Gezinin ikinci durağı halk arasında Kanlı Tabya olarak anılan daha sonra Müze müdürlüğü tarafından restore edilerek hizmete açılan şimdiki ismi Kafkas Cephesi Harp Tarihi Müzesi oldu. Bu eser hakkında da hocalar öğrencilerine bazı bilgiler verdi.

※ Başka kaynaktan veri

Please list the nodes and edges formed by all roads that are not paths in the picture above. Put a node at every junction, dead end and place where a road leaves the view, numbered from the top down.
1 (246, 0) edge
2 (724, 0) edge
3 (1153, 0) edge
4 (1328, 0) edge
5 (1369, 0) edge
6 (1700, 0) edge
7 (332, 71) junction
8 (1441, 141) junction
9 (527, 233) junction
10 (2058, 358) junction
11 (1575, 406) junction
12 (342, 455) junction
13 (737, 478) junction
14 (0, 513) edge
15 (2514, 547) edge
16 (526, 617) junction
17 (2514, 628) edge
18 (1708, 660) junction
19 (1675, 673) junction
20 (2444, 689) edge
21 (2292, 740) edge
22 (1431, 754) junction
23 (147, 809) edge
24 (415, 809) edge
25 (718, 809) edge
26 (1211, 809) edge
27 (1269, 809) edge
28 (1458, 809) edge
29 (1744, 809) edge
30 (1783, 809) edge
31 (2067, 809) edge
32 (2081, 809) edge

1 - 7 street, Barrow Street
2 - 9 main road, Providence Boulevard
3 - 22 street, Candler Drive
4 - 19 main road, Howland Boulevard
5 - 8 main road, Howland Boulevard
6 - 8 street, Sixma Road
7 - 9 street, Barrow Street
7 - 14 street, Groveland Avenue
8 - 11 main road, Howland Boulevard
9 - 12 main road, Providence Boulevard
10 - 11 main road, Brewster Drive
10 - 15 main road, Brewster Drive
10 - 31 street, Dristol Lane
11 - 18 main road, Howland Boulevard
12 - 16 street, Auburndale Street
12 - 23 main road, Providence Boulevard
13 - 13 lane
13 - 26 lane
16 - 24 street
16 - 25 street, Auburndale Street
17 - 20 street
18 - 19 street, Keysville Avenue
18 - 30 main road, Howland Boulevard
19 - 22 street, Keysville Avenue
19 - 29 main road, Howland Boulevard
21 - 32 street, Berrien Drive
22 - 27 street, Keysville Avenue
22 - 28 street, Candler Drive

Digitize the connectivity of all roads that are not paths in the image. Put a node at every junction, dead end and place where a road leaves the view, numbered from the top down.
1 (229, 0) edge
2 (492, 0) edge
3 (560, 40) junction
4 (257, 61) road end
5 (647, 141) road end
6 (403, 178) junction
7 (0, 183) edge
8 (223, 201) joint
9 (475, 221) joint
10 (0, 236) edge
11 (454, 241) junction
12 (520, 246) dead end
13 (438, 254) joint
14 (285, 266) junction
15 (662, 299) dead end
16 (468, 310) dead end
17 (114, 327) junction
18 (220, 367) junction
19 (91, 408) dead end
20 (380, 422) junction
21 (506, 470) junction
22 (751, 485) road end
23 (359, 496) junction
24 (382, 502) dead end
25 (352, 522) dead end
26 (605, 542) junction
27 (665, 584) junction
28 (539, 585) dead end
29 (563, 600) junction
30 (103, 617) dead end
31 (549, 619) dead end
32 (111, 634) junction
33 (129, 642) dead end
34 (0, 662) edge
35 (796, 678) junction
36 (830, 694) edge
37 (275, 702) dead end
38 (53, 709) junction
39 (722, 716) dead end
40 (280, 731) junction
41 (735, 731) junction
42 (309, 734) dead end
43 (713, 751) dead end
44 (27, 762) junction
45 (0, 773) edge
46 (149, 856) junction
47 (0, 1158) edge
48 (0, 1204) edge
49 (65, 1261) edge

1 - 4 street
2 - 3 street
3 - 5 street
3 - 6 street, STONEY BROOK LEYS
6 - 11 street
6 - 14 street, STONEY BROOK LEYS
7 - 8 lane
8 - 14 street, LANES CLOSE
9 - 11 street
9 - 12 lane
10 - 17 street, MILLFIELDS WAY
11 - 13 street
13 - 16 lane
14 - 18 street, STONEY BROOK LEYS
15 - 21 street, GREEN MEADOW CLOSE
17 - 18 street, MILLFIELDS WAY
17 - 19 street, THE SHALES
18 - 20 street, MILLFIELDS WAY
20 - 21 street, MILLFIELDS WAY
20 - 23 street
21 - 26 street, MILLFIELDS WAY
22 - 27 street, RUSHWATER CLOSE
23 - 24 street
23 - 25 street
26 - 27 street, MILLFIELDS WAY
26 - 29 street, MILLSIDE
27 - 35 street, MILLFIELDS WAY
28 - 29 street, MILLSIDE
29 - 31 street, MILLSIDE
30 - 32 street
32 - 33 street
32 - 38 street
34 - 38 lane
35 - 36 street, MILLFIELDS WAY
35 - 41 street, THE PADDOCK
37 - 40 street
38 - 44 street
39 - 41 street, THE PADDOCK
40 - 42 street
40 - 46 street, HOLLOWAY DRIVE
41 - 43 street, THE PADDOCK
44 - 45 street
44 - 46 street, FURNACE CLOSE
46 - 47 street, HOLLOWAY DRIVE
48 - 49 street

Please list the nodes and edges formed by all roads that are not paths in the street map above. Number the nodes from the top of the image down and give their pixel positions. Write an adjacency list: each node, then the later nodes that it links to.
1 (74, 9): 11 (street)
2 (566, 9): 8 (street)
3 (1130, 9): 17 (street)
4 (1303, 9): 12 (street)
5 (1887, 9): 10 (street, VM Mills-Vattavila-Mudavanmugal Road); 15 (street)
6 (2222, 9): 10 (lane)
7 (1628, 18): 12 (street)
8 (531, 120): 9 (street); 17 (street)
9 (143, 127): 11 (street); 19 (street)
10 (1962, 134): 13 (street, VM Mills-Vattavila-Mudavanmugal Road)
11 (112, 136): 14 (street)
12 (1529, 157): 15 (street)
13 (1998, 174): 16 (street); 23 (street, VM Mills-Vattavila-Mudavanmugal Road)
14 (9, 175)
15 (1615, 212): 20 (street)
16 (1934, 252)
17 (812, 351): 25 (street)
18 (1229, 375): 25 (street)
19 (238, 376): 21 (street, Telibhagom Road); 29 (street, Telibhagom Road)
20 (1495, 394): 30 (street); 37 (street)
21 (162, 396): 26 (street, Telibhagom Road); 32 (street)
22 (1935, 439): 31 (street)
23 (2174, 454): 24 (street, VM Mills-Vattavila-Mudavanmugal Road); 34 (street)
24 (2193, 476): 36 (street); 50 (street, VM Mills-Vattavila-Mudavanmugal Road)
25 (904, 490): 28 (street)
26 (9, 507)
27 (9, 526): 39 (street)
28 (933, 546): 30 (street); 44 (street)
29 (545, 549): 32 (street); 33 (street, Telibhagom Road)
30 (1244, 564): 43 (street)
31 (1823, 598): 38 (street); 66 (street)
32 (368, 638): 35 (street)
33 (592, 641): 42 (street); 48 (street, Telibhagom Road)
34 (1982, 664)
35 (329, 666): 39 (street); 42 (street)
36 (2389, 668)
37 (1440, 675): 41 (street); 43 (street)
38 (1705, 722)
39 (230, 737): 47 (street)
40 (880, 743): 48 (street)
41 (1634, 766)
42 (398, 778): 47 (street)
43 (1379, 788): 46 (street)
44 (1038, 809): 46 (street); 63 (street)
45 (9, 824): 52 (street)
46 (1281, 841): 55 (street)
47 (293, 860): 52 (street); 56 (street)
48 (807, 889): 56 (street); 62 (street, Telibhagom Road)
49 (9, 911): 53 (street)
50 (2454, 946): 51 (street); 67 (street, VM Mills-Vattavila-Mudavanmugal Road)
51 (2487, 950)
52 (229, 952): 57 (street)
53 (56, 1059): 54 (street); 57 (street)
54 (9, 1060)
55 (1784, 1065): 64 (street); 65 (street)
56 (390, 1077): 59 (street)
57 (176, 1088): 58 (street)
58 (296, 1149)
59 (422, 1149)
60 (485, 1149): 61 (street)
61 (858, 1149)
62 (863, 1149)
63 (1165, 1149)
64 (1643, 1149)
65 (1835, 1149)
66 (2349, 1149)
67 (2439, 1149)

Bu tabya 18’inci yüzyılın başlarında Osmanlı Devleti tarafından doğu sınırlarını korumak için inşa ettirilmiştir. 1828-1829 Osmanlı-Rus Savaşı sırasında 5 Temmuz 1828 tarihinde, Rus General Paskeviç komutasındaki yaklaşık 14 bin kişilik Rus ordusu, bir gece sızmasıyla bu tabyaya gece baskını yapmıştır. Askerlerimiz kahramanca savaşmış ancak yine de büyük kayıplar vermişler ve ne yazık ki bir tabur askerimiz bu tabyada şehit düşmüştür. Bu çarpışmada 4000 kayıp veren Ruslar Tabyaların düşmesi sonucu Kars Kalesi’ni ele geçirmişler. Bu tarihten itibaren bu tabya halk arasında “Kanlı Tabya” olarak tarihe geçmiştir.” Müze gezisinin ardından öğrenciler hocalarıyla birlikte Harp tarihi müzesinde bulunan ve Rusya ile 1921’de imzalanan Kars Antlaşması’nın ardından Karsa gelen Rus generali ve heyeti tarafından 15. Kolordu Komutanı Kazım Karabekir Paşa’ya hediye edilen Beyaz Vagonun içini gezdiler. Dış cephesinde Rusça ve Kiril alfabesiyle “Bu beyaz vagon, Kazım Karabekir Paşa’ya Kızıl Ordu tarafından hediye edilmiştir.”
Yolculuğun son durağı Ani Antik Kenti oldu. Kente geldiklerinde Ocaklı köyü çocukları tarafından yüzlerindeki kocaman gülümsemeleriyle karşılanan öğrenciler büyük bir mutluluk yaşadı. Bölümün Öğretim Üyeleri öğrencilerle birlikte her tarafı tarih kokan bu Antik kenti gezerken yıllar öncesinde yaşamanın büyüsüne kapıldılar. Bölümün öğretim üyeleri Kars’ın gözdesi bu antik kenti gezerken öğrencilere çeşitli bilgiler verdi. Ani, tarihte “Medeniyetler Beşiği”, “Binbir Kiliseli Şehir ” “40 Kapılı Şehir” gibi isimlerle anılmıştır. Birçok uygarlık ve medeniyete ev sahipliği yapmış bu gizemli şehirde pek çok önemli eser bulunmaktadır. Bunlardan biri Meryem Ana Katedralidir. Selçuklular şehri fethedince Sultan Alparslan tarafından 1064 yılında bu Katedralin adı Fethiye Camisi olarak değiştirilmiş ve burada ilk Cuma namazı kılınmıştır. İkinci önemli eser Ebul Manuçehr Camisi’ dir. Büyük Selçuklu Devleti döneminde 1071 – 1072 yılında yapılan cami, Anadolu’daki İlk Türk Camisi” olarak kabul edilmektedir. Ayakta kalmayı başarmış diğer bir önemli eser Selçuklu Sarayıdır. Selçuklu taş ustalığının güzel bir örneği olan bu eserin 12. Yüzyılda yapıldığı tahmin edilmektedir. Kısacası Ani, bir dünyadır ancak dünya bir ani etmez.”